#### Entries shown ####
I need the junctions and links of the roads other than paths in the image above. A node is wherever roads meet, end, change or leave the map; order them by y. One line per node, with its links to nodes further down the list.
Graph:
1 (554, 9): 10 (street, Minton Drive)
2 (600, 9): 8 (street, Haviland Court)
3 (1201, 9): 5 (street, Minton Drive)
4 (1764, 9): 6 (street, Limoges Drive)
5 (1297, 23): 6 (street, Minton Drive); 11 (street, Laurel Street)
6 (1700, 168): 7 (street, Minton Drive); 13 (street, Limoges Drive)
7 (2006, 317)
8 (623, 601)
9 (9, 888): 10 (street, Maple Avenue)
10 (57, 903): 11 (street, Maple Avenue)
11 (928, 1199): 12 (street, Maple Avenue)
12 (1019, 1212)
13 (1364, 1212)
####
▶ **Requirement**
Restate every entry exactly. Leave nothing out.

▶ **Task response**
I need the junctions and links of the roads other than paths in the image above. A node is wherever roads meet, end, change or leave the map; order them by y. One line per node, with its links to nodes further down the list.
Graph:
1 (554, 9): 10 (street, Minton Drive)
2 (600, 9): 8 (street, Haviland Court)
3 (1201, 9): 5 (street, Minton Drive)
4 (1764, 9): 6 (street, Limoges Drive)
5 (1297, 23): 6 (street, Minton Drive); 11 (street, Laurel Street)
6 (1700, 168): 7 (street, Minton Drive); 13 (street, Limoges Drive)
7 (2006, 317)
8 (623, 601)
9 (9, 888): 10 (street, Maple Avenue)
10 (57, 903): 11 (street, Maple Avenue)
11 (928, 1199): 12 (street, Maple Avenue)
12 (1019, 1212)
13 (1364, 1212)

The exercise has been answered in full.